In full and without change, transcribe the records below.
**** DATA TO USE ****
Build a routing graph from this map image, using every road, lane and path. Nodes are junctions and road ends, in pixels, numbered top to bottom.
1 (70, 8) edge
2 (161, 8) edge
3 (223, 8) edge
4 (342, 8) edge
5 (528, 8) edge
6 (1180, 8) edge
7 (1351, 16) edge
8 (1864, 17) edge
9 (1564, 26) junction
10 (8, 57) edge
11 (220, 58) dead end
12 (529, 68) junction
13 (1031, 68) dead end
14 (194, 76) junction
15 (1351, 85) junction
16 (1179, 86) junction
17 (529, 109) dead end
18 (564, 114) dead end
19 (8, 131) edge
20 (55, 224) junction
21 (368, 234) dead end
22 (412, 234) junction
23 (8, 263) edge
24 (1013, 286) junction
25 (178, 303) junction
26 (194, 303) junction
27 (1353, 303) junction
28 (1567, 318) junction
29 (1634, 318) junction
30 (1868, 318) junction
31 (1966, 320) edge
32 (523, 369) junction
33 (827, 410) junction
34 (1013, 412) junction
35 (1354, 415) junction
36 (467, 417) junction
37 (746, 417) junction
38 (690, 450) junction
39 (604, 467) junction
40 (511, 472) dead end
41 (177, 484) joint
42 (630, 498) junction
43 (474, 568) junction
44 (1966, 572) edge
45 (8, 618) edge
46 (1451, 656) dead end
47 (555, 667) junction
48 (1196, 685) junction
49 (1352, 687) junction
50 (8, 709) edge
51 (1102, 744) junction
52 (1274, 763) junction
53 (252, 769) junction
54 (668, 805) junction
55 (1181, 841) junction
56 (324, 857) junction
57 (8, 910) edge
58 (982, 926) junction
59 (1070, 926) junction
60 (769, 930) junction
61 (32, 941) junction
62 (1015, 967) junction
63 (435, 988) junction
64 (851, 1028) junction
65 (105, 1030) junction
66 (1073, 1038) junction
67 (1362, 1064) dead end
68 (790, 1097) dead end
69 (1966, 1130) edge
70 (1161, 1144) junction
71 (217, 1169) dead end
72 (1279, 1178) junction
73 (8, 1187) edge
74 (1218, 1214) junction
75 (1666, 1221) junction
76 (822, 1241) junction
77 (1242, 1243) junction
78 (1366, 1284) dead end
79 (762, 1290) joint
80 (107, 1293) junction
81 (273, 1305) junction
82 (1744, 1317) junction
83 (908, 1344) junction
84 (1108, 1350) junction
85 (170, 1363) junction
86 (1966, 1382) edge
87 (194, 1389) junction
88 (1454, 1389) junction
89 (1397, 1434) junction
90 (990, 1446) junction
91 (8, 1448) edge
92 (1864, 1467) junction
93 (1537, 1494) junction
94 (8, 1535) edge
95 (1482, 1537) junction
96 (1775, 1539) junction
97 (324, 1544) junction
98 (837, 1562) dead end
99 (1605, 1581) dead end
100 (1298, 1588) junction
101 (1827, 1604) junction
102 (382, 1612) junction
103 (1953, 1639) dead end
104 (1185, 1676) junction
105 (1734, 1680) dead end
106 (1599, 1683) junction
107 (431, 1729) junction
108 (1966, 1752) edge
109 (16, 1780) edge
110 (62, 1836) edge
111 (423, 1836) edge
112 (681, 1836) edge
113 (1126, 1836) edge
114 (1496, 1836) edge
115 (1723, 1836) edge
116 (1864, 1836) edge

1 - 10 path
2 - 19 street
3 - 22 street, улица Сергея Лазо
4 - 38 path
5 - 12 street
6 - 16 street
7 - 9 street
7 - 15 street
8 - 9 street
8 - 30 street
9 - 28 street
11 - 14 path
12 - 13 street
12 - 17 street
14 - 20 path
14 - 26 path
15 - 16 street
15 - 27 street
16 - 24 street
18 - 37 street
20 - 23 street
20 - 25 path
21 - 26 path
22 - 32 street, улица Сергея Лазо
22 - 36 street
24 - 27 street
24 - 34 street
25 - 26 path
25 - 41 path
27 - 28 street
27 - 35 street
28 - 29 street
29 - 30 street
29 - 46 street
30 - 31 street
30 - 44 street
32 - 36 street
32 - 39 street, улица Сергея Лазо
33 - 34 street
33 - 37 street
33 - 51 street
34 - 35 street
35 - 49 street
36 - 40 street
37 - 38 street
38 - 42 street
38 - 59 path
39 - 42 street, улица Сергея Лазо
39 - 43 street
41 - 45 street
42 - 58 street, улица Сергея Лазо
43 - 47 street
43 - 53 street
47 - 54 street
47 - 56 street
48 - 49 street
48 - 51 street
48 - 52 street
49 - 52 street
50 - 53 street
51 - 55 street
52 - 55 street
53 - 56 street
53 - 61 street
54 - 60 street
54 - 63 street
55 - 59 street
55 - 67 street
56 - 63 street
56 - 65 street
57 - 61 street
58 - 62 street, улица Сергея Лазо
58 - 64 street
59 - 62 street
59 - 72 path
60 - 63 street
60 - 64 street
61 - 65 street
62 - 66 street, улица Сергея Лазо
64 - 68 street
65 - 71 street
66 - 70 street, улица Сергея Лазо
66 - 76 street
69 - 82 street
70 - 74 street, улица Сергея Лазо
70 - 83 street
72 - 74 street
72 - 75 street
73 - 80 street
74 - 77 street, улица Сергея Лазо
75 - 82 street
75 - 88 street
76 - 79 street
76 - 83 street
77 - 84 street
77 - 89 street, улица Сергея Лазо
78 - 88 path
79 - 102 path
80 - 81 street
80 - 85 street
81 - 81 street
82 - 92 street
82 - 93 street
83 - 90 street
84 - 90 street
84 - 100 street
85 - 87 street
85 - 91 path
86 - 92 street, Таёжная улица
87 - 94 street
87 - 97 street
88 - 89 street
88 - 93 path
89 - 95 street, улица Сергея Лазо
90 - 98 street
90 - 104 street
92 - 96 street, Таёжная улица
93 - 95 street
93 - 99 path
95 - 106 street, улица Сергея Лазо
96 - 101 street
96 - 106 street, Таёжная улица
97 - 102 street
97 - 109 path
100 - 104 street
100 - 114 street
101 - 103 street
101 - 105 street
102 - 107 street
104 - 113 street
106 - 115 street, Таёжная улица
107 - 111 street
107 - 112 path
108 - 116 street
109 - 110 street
****
### ANSWER SPACE
Build a routing graph from this map image, using every road, lane and path. Nodes are junctions and road ends, in pixels, numbered top to bottom.
1 (70, 8) edge
2 (161, 8) edge
3 (223, 8) edge
4 (342, 8) edge
5 (528, 8) edge
6 (1180, 8) edge
7 (1351, 16) edge
8 (1864, 17) edge
9 (1564, 26) junction
10 (8, 57) edge
11 (220, 58) dead end
12 (529, 68) junction
13 (1031, 68) dead end
14 (194, 76) junction
15 (1351, 85) junction
16 (1179, 86) junction
17 (529, 109) dead end
18 (564, 114) dead end
19 (8, 131) edge
20 (55, 224) junction
21 (368, 234) dead end
22 (412, 234) junction
23 (8, 263) edge
24 (1013, 286) junction
25 (178, 303) junction
26 (194, 303) junction
27 (1353, 303) junction
28 (1567, 318) junction
29 (1634, 318) junction
30 (1868, 318) junction
31 (1966, 320) edge
32 (523, 369) junction
33 (827, 410) junction
34 (1013, 412) junction
35 (1354, 415) junction
36 (467, 417) junction
37 (746, 417) junction
38 (690, 450) junction
39 (604, 467) junction
40 (511, 472) dead end
41 (177, 484) joint
42 (630, 498) junction
43 (474, 568) junction
44 (1966, 572) edge
45 (8, 618) edge
46 (1451, 656) dead end
47 (555, 667) junction
48 (1196, 685) junction
49 (1352, 687) junction
50 (8, 709) edge
51 (1102, 744) junction
52 (1274, 763) junction
53 (252, 769) junction
54 (668, 805) junction
55 (1181, 841) junction
56 (324, 857) junction
57 (8, 910) edge
58 (982, 926) junction
59 (1070, 926) junction
60 (769, 930) junction
61 (32, 941) junction
62 (1015, 967) junction
63 (435, 988) junction
64 (851, 1028) junction
65 (105, 1030) junction
66 (1073, 1038) junction
67 (1362, 1064) dead end
68 (790, 1097) dead end
69 (1966, 1130) edge
70 (1161, 1144) junction
71 (217, 1169) dead end
72 (1279, 1178) junction
73 (8, 1187) edge
74 (1218, 1214) junction
75 (1666, 1221) junction
76 (822, 1241) junction
77 (1242, 1243) junction
78 (1366, 1284) dead end
79 (762, 1290) joint
80 (107, 1293) junction
81 (273, 1305) junction
82 (1744, 1317) junction
83 (908, 1344) junction
84 (1108, 1350) junction
85 (170, 1363) junction
86 (1966, 1382) edge
87 (194, 1389) junction
88 (1454, 1389) junction
89 (1397, 1434) junction
90 (990, 1446) junction
91 (8, 1448) edge
92 (1864, 1467) junction
93 (1537, 1494) junction
94 (8, 1535) edge
95 (1482, 1537) junction
96 (1775, 1539) junction
97 (324, 1544) junction
98 (837, 1562) dead end
99 (1605, 1581) dead end
100 (1298, 1588) junction
101 (1827, 1604) junction
102 (382, 1612) junction
103 (1953, 1639) dead end
104 (1185, 1676) junction
105 (1734, 1680) dead end
106 (1599, 1683) junction
107 (431, 1729) junction
108 (1966, 1752) edge
109 (16, 1780) edge
110 (62, 1836) edge
111 (423, 1836) edge
112 (681, 1836) edge
113 (1126, 1836) edge
114 (1496, 1836) edge
115 (1723, 1836) edge
116 (1864, 1836) edge

1 - 10 path
2 - 19 street
3 - 22 street, улица Сергея Лазо
4 - 38 path
5 - 12 street
6 - 16 street
7 - 9 street
7 - 15 street
8 - 9 street
8 - 30 street
9 - 28 street
11 - 14 path
12 - 13 street
12 - 17 street
14 - 20 path
14 - 26 path
15 - 16 street
15 - 27 street
16 - 24 street
18 - 37 street
20 - 23 street
20 - 25 path
21 - 26 path
22 - 32 street, улица Сергея Лазо
22 - 36 street
24 - 27 street
24 - 34 street
25 - 26 path
25 - 41 path
27 - 28 street
27 - 35 street
28 - 29 street
29 - 30 street
29 - 46 street
30 - 31 street
30 - 44 street
32 - 36 street
32 - 39 street, улица Сергея Лазо
33 - 34 street
33 - 37 street
33 - 51 street
34 - 35 street
35 - 49 street
36 - 40 street
37 - 38 street
38 - 42 street
38 - 59 path
39 - 42 street, улица Сергея Лазо
39 - 43 street
41 - 45 street
42 - 58 street, улица Сергея Лазо
43 - 47 street
43 - 53 street
47 - 54 street
47 - 56 street
48 - 49 street
48 - 51 street
48 - 52 street
49 - 52 street
50 - 53 street
51 - 55 street
52 - 55 street
53 - 56 street
53 - 61 street
54 - 60 street
54 - 63 street
55 - 59 street
55 - 67 street
56 - 63 street
56 - 65 street
57 - 61 street
58 - 62 street, улица Сергея Лазо
58 - 64 street
59 - 62 street
59 - 72 path
60 - 63 street
60 - 64 street
61 - 65 street
62 - 66 street, улица Сергея Лазо
64 - 68 street
65 - 71 street
66 - 70 street, улица Сергея Лазо
66 - 76 street
69 - 82 street
70 - 74 street, улица Сергея Лазо
70 - 83 street
72 - 74 street
72 - 75 street
73 - 80 street
74 - 77 street, улица Сергея Лазо
75 - 82 street
75 - 88 street
76 - 79 street
76 - 83 street
77 - 84 street
77 - 89 street, улица Сергея Лазо
78 - 88 path
79 - 102 path
80 - 81 street
80 - 85 street
81 - 81 street
82 - 92 street
82 - 93 street
83 - 90 street
84 - 90 street
84 - 100 street
85 - 87 street
85 - 91 path
86 - 92 street, Таёжная улица
87 - 94 street
87 - 97 street
88 - 89 street
88 - 93 path
89 - 95 street, улица Сергея Лазо
90 - 98 street
90 - 104 street
92 - 96 street, Таёжная улица
93 - 95 street
93 - 99 path
95 - 106 street, улица Сергея Лазо
96 - 101 street
96 - 106 street, Таёжная улица
97 - 102 street
97 - 109 path
100 - 104 street
100 - 114 street
101 - 103 street
101 - 105 street
102 - 107 street
104 - 113 street
106 - 115 street, Таёжная улица
107 - 111 street
107 - 112 path
108 - 116 street
109 - 110 street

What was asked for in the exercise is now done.